The Federal Trade Commission has allowed Amgen to proceed with its $27.8 billion acquisition of Horizon Therapeutics, months after challenging the merger as a sign of rampant consolidation in the pharma space.

CNBC first reported Friday morning that the agency reached a deal with the California-based pharma giant to allow the purchase of the Irish biotech to proceed.

Both the FTC and Amgen issued statements announcing the settlement, which prohibits Amgen from bundling its products with either Horizon’s Tepezza, Krystexxa, or medications used to treat thyroid eye disease and chronic refractory gout.

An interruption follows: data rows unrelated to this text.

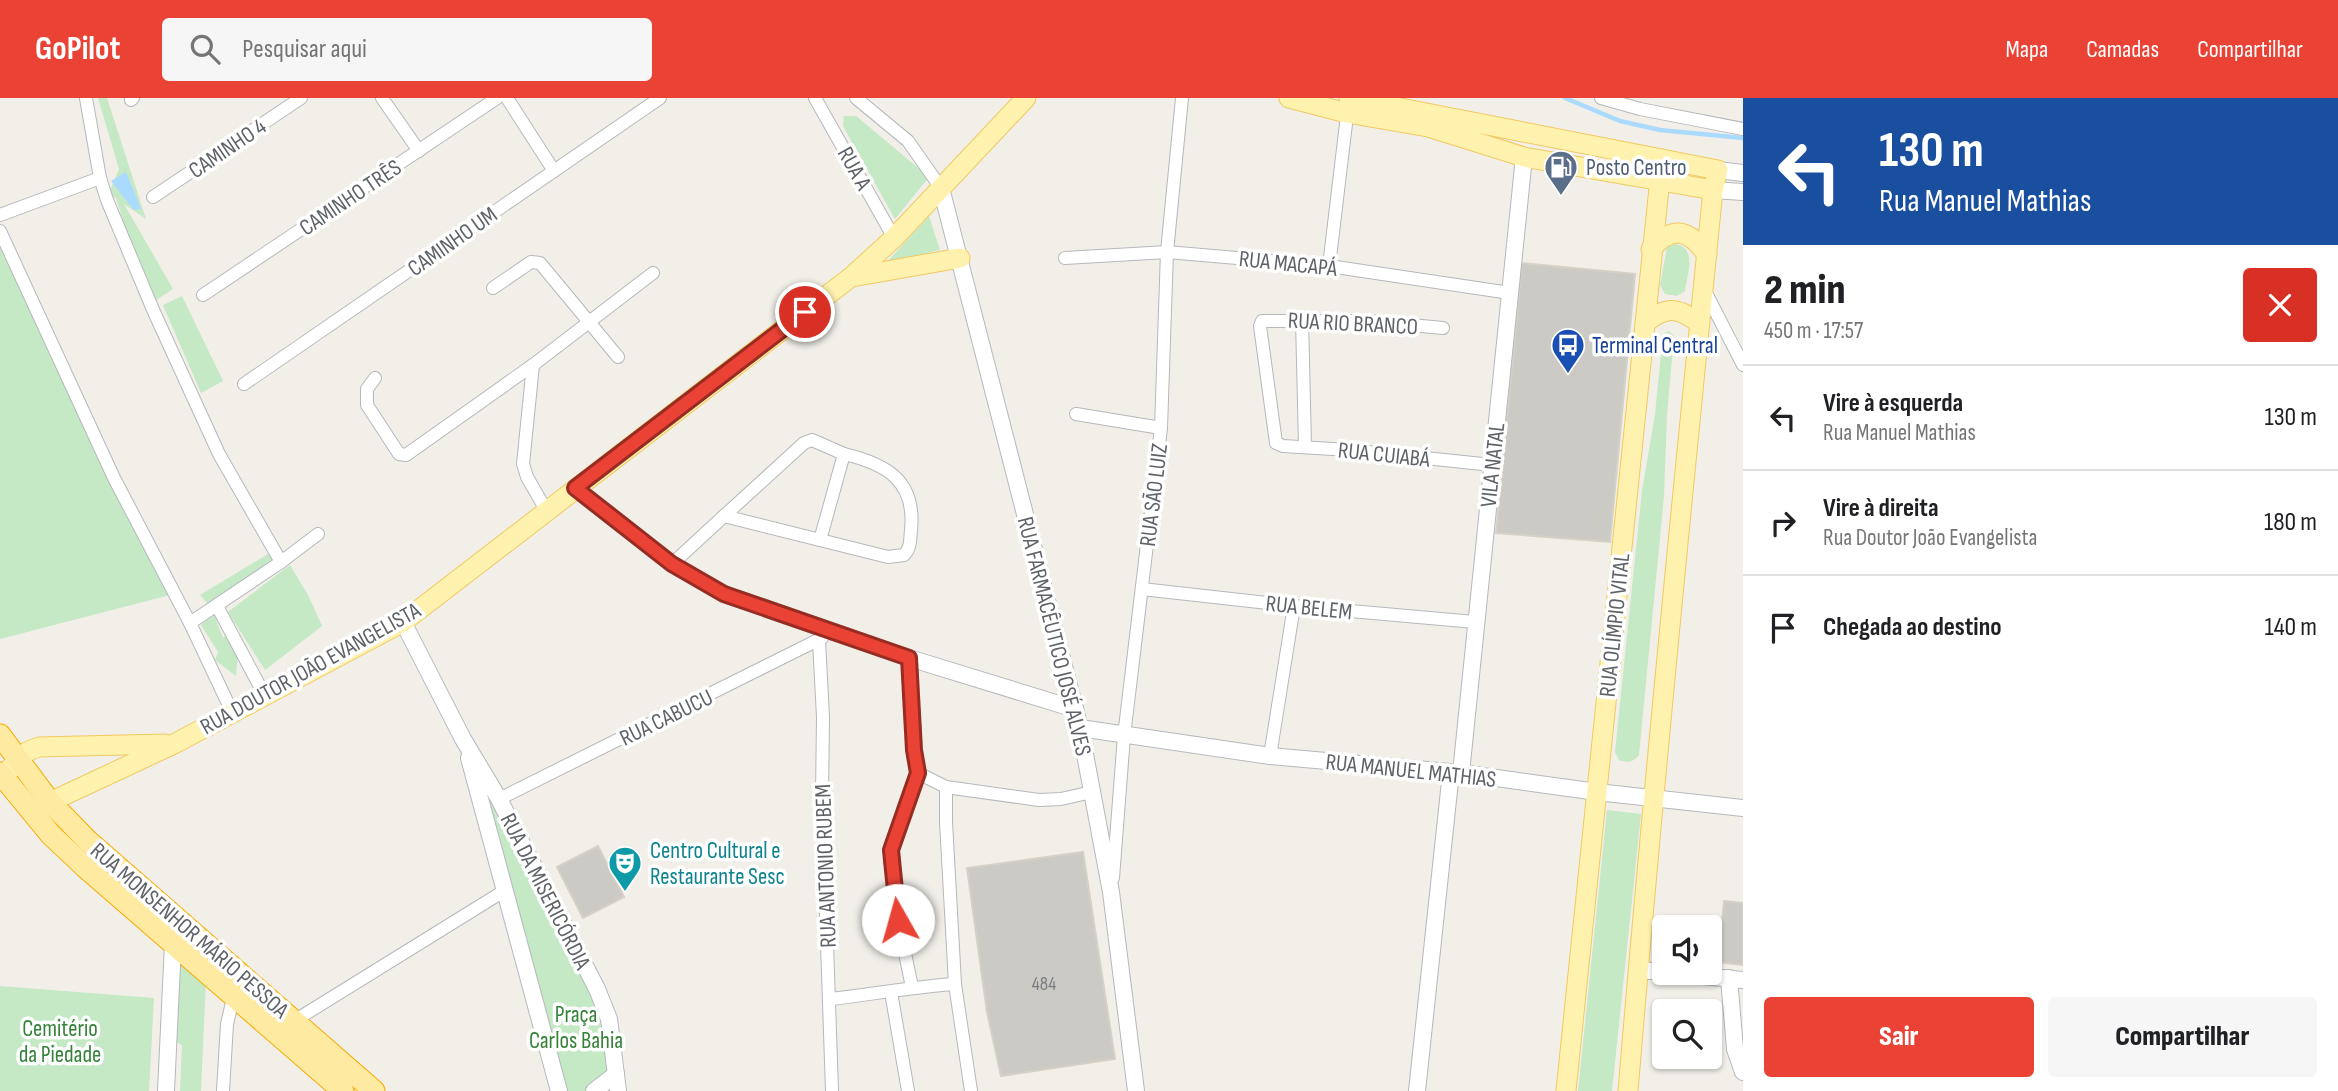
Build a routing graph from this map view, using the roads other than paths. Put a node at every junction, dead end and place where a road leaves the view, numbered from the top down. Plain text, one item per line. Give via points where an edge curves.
1 (86, 98) edge
2 (301, 98) edge
3 (382, 98) edge
4 (660, 98) edge
5 (815, 98) edge
6 (856, 98) edge
7 (1026, 98) edge
8 (1182, 98) edge
9 (1289, 98) edge
10 (1601, 98) edge
11 (497, 99) edge
12 (1349, 103) edge
13 (1743, 129) edge
14 (419, 151) junction
15 (1524, 157) junction
16 (1662, 159) junction
17 (1718, 170) junction
18 (554, 171) junction
19 (1743, 173) edge
20 (100, 178) junction
21 (1659, 180) junction
22 (941, 188) junction
23 (1713, 190) junction
24 (1743, 192) edge
25 (153, 197) dead end
26 (0, 215) edge
27 (0, 232) edge
28 (894, 238) junction
29 (1651, 249) junction
30 (1167, 251) junction
31 (1707, 254) junction
32 (960, 258) junction
33 (1065, 258) dead end
34 (1329, 266) junction
35 (653, 272) dead end
36 (851, 277) junction
37 (1703, 287) junction
38 (493, 288) dead end
39 (1510, 293) junction
40 (202, 296) dead end
41 (1302, 319) junction
42 (590, 320) junction
43 (1698, 322) junction
44 (1645, 323) junction
45 (1443, 328) dead end
46 (618, 357) dead end
47 (533, 365) junction
48 (1743, 365) edge
49 (375, 378) dead end
50 (244, 384) dead end
51 (1076, 414) dead end
52 (1161, 428) junction
53 (1276, 443) joint
54 (1304, 446) junction
55 (844, 454) junction
56 (1492, 465) junction
57 (575, 488) junction
58 (546, 510) junction
59 (724, 516) junction
60 (318, 534) dead end
61 (820, 540) junction
62 (281, 562) junction
63 (672, 564) junction
64 (1142, 589) junction
65 (217, 606) junction
66 (1294, 606) junction
67 (403, 622) junction
68 (1475, 622) junction
69 (190, 623) junction
70 (825, 636) junction
71 (909, 658) junction
72 (264, 694) junction
73 (1075, 709) junction
74 (232, 712) junction
75 (1080, 728) junction
76 (0, 735) edge
77 (1124, 736) junction
78 (463, 739) junction
79 (174, 744) junction
80 (1270, 756) junction
81 (16, 759) junction
82 (918, 773) junction
83 (1456, 773) junction
84 (2, 776) edge
85 (946, 787) junction
86 (1093, 792) junction
87 (1597, 792) junction
88 (1653, 797) junction
89 (499, 799) junction
90 (42, 808) junction
91 (1743, 808) edge
92 (504, 891) junction
93 (1111, 892) junction
94 (173, 944) junction
95 (1638, 970) junction
96 (1652, 971) edge
97 (1736, 979) edge
98 (955, 984) junction
99 (912, 987) junction
100 (891, 992) junction
101 (234, 994) junction
102 (831, 999) junction
103 (295, 1021) junction
104 (1743, 1072) edge
105 (616, 1074) junction
106 (166, 1091) edge
107 (223, 1091) edge
108 (343, 1091) edge
109 (374, 1091) edge
110 (559, 1091) edge
111 (594, 1091) edge
112 (618, 1091) edge
113 (832, 1091) edge
114 (908, 1091) edge
115 (971, 1091) edge
116 (1136, 1091) edge
117 (1417, 1091) edge
118 (1566, 1091) edge
119 (1628, 1091) edge

1 - 20 street
2 - 25 street, CAMINHO 4
3 - 14 street
4 - 18 street, CAMINHO UM
5 - 28 street, RUA A
6 - 22 street, RUA A via 908,141
7 - 22 main road, RUA DOUTOR JOÃO EVANGELISTA
8 - 30 street, RUA SÃO LUIZ
9 - 12 main road
10 - 13 street
11 - 14 street, CAMINHO TRÊS
11 - 18 street
12 - 15 main road
12 - 16 main road
12 - 34 street
14 - 40 street, CAMINHO TRÊS
15 - 21 main road
15 - 39 street, VILA NATAL
16 - 17 main road
16 - 21 main road, RUA OLÍMPIO VITAL
17 - 19 street
17 - 23 main road
18 - 50 street, CAMINHO UM
20 - 26 street
20 - 62 street via 203,421
21 - 23 main road
21 - 29 main road, RUA OLÍMPIO VITAL
22 - 28 main road, RUA DOUTOR JOÃO EVANGELISTA
22 - 32 street, RUA FARMACÊUTICO JOSÉ ALVES
23 - 24 street
23 - 31 main road
27 - 69 street via 114,478
28 - 36 main road, RUA DOUTOR JOÃO EVANGELISTA
29 - 31 main road via 1662,238 1679,233 1698,241
29 - 44 main road, RUA OLÍMPIO VITAL
30 - 33 street, RUA MACAPÁ
30 - 34 street, RUA MACAPÁ
30 - 52 street, RUA SÃO LUIZ
31 - 37 main road
32 - 36 main road
32 - 73 street, RUA FARMACÊUTICO JOSÉ ALVES
34 - 39 street, RUA MACAPÁ
35 - 42 street
36 - 57 main road, RUA DOUTOR JOÃO EVANGELISTA
37 - 43 main road
37 - 48 street
38 - 42 street via 531,262 540,262
39 - 56 street, VILA NATAL
41 - 45 street, RUA RIO BRANCO
41 - 53 street, RUA RIO BRANCO via 1262,321 1260,326
41 - 54 street
42 - 46 street
42 - 47 street
43 - 44 main road via 1682,311 1670,310 1658,312
43 - 88 main road
44 - 87 main road, RUA OLÍMPIO VITAL
47 - 49 street via 405,455 368,405 367,389
47 - 58 street via 523,464
51 - 52 street
52 - 64 street, RUA SÃO LUIZ
53 - 54 street, RUA CUIABÁ
54 - 56 street, RUA CUIABÁ
55 - 59 street via 806,441
55 - 61 street
55 - 61 street via 874,463 904,486 912,509 910,546 895,558
56 - 68 street, VILA NATAL
57 - 58 main road, RUA DOUTOR JOÃO EVANGELISTA
57 - 63 street
58 - 67 main road, RUA DOUTOR JOÃO EVANGELISTA
59 - 61 street
59 - 63 street
60 - 62 street
62 - 65 street
63 - 70 street via 724,594
64 - 66 street, RUA BELEM
64 - 77 street, RUA SÃO LUIZ
65 - 69 street
65 - 72 street
66 - 68 street, RUA BELEM
66 - 80 street
67 - 72 main road, RUA DOUTOR JOÃO EVANGELISTA
67 - 78 street, RUA DA MISERICÓRDIA
68 - 83 street, VILA NATAL
69 - 74 street
70 - 71 street
70 - 89 street, RUA CABUCU
70 - 102 street, RUA ANTONIO RUBEM via 822,796
71 - 73 street
71 - 82 street
72 - 74 main road, RUA DOUTOR JOÃO EVANGELISTA
73 - 75 street, RUA FARMACÊUTICO JOSÉ ALVES
74 - 79 main road, RUA DOUTOR JOÃO EVANGELISTA
75 - 77 street, RUA MANUEL MATHIAS
75 - 86 street, RUA FARMACÊUTICO JOSÉ ALVES
76 - 81 highway, RUA MONSENHOR MÁRIO PESSOA
77 - 80 street, RUA MANUEL MATHIAS
77 - 93 street, RUA SÃO LUIZ
78 - 89 street, RUA DA MISERICÓRDIA
78 - 92 street, RUA DA MISERICÓRDIA
79 - 81 main road via 39,747
79 - 90 main road, RUA DOUTOR JOÃO EVANGELISTA
80 - 83 street, RUA MANUEL MATHIAS
81 - 84 main road
81 - 90 highway, RUA MONSENHOR MÁRIO PESSOA
82 - 85 street
82 - 99 street via 890,859
83 - 87 street, RUA MANUEL MATHIAS
83 - 117 street, VILA NATAL
84 - 90 highway, RUA MONSENHOR MÁRIO PESSOA
85 - 86 street via 1039,800
85 - 98 street
86 - 93 street, RUA FARMACÊUTICO JOSÉ ALVES
87 - 88 street, RUA MANUEL MATHIAS
87 - 118 main road, RUA OLÍMPIO VITAL
88 - 91 street, RUA MANUEL MATHIAS
88 - 95 main road
89 - 105 street, RUA DA MISERICÓRDIA via 597,989 609,1019
90 - 94 highway, RUA MONSENHOR MÁRIO PESSOA via 51,835
90 - 103 highway, RUA MONSENHOR MÁRIO PESSOA
92 - 103 street
92 - 110 street, RUA DA MISERICÓRDIA
93 - 116 street, RUA FARMACÊUTICO JOSÉ ALVES
94 - 101 highway, RUA MONSENHOR MÁRIO PESSOA
94 - 106 street
95 - 96 street
95 - 119 main road
97 - 104 street via 1734,1049
98 - 99 street
98 - 115 street
99 - 100 street
100 - 102 street
100 - 114 street
101 - 107 street via 227,1024
101 - 108 highway, RUA MONSENHOR MÁRIO PESSOA
102 - 113 street, RUA ANTONIO RUBEM
103 - 109 highway, RUA MONSENHOR MÁRIO PESSOA
105 - 111 street
105 - 112 street, RUA DA MISERICÓRDIA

Additionally, Amgen “may not condition any product rebate or contract terms” related to products on sale or position either one of these drugs. The company is also prohibited from using any product rebate or contract term to “exclude or disadvantage” any product that would compete with Tepezza or Krystexxa.

“Consolidation in the pharmaceutical industry has given companies the power and incentive to engage in exclusionary rebating practices, which can lead to sky-rocketing prices on essential medications,” said Henry Liu, director of the FTC’s Bureau of Competition, in a statement. “Today’s proposed resolution sends a clear signal that the FTC and its state partners will scrutinize pharmaceutical mergers that enable such practices, and defend patients and competition in this vital marketplace.”

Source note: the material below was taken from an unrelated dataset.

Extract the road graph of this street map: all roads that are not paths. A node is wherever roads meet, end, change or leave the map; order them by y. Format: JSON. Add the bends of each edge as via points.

In a separate press release, Amgen stated that it and Horizon expect to jointly file stipulated proposed orders to dismiss the preliminary injunction motion from the FTC and dissolve the temporary restraining order in the U.S. District Court for the Northern District of Illinois. Both organizations also will seek final approvals required under Irish law to close the acquisition by year’s end.

The reported regulatory greenlight marks a sudden turn in what was one of the most pivotal business developments the industry had seen this year.

At the end of 2022, Amgen bested rival drugmakers Sanofi as well as Johnson & Johnson in a widely-watched sweepstakes to acquire Horizon. The company reached an agreement to buy the rare-disease biotech for a cash offer of $116.50 per Horizon share, marking a 48% premium.

However, in mid-May, the FTC sued Amgen to halt one of the industry’s most significant mergers of the year. The agency cited consolidation among pharmaceutical companies, the potential for Amgen to bundle its medicines cross-market and hike drug prices as its reasoning for stopping the proposal.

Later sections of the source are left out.